» Activity:
In the records below, begin at the line containing "cairo_show_text(cr, ch);" and end at the line containing "static void draw(void)"; quote every line in that span exactly, including both boundary lines, and no others.
[Dataset — start]
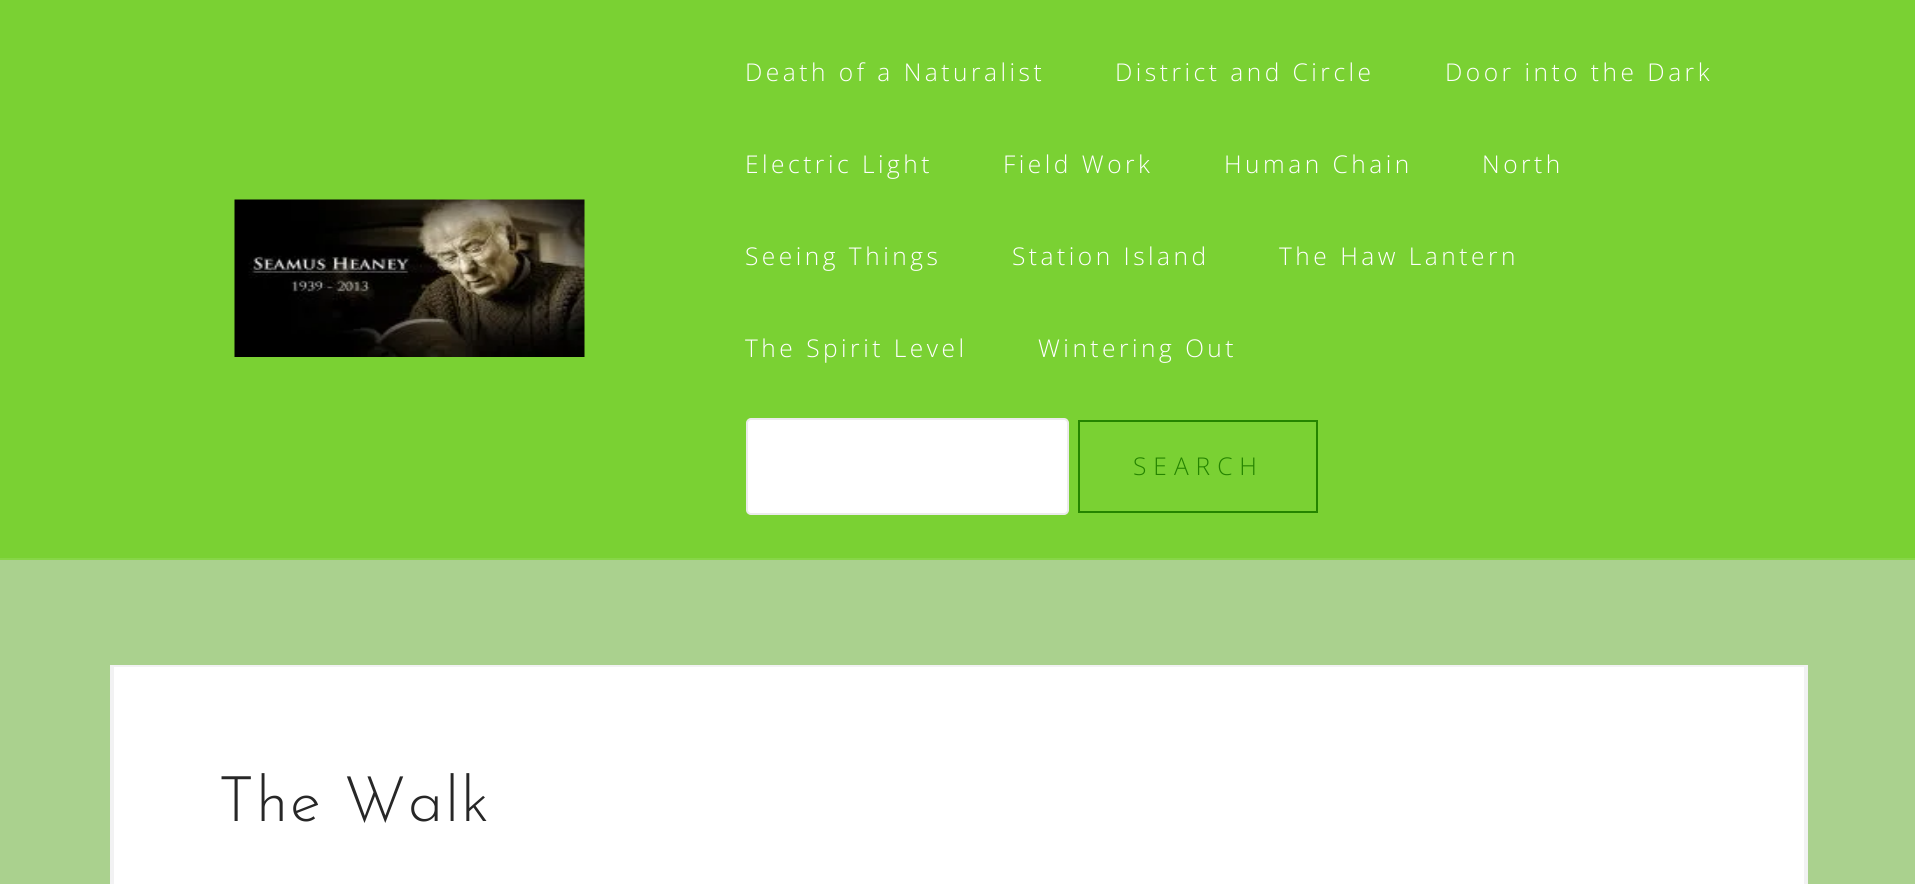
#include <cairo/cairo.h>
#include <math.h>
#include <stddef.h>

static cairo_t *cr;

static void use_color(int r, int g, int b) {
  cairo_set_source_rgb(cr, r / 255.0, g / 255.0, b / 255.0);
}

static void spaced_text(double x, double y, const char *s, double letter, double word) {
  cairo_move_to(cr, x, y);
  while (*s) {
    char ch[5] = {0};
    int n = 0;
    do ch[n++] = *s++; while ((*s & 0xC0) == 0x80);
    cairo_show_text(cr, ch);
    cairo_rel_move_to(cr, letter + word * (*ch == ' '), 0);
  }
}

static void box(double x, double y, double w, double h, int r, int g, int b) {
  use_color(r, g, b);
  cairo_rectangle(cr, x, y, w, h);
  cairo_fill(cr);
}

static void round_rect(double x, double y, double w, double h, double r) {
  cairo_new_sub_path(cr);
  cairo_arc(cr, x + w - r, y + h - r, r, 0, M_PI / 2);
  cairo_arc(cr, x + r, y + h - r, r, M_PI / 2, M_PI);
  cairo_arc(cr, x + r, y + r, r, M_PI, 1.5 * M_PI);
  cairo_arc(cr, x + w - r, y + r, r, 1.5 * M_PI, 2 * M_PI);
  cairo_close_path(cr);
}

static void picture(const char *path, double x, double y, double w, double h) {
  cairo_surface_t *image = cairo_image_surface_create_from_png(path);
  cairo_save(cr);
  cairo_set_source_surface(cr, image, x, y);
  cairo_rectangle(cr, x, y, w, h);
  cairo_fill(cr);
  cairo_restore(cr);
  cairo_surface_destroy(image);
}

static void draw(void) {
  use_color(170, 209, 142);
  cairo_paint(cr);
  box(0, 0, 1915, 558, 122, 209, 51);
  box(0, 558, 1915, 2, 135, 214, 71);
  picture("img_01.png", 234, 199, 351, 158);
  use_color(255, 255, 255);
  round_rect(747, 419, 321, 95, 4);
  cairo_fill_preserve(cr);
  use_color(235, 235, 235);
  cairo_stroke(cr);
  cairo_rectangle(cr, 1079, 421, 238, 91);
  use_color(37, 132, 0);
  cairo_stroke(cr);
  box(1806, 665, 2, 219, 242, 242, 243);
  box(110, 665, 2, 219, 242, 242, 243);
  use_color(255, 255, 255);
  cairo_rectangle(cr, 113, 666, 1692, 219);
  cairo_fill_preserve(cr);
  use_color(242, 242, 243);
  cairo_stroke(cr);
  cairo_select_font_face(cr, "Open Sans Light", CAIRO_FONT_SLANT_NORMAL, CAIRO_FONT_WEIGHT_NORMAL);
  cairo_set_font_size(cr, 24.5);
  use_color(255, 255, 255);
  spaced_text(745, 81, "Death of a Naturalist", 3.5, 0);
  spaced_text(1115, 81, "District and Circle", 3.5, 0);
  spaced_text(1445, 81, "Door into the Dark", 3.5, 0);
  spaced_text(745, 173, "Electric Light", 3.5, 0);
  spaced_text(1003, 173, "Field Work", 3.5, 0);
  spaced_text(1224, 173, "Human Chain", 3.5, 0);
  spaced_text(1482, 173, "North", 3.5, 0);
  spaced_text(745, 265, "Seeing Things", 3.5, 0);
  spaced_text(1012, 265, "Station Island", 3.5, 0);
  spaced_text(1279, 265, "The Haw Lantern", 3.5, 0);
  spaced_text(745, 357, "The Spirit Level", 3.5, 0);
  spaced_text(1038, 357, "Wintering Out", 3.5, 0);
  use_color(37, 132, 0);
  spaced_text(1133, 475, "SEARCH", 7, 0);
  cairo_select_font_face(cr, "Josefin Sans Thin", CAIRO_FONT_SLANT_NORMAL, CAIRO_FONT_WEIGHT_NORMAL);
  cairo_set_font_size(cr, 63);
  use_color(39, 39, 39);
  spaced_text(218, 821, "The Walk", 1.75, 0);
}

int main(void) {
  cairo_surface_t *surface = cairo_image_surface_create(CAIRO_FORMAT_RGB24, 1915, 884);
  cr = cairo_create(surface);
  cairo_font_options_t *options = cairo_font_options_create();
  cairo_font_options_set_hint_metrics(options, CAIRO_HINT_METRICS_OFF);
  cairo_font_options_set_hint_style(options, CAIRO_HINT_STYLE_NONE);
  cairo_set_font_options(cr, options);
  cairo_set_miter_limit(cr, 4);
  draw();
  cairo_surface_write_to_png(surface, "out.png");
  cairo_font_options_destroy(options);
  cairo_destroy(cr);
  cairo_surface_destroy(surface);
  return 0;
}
[Dataset — finish]
» Answer section:
    cairo_show_text(cr, ch);
    cairo_rel_move_to(cr, letter + word * (*ch == ' '), 0);
  }
}

static void box(double x, double y, double w, double h, int r, int g, int b) {
  use_color(r, g, b);
  cairo_rectangle(cr, x, y, w, h);
  cairo_fill(cr);
}

static void round_rect(double x, double y, double w, double h, double r) {
  cairo_new_sub_path(cr);
  cairo_arc(cr, x + w - r, y + h - r, r, 0, M_PI / 2);
  cairo_arc(cr, x + r, y + h - r, r, M_PI / 2, M_PI);
  cairo_arc(cr, x + r, y + r, r, M_PI, 1.5 * M_PI);
  cairo_arc(cr, x + w - r, y + r, r, 1.5 * M_PI, 2 * M_PI);
  cairo_close_path(cr);
}

static void picture(const char *path, double x, double y, double w, double h) {
  cairo_surface_t *image = cairo_image_surface_create_from_png(path);
  cairo_save(cr);
  cairo_set_source_surface(cr, image, x, y);
  cairo_rectangle(cr, x, y, w, h);
  cairo_fill(cr);
  cairo_restore(cr);
  cairo_surface_destroy(image);
}

static void draw(void) {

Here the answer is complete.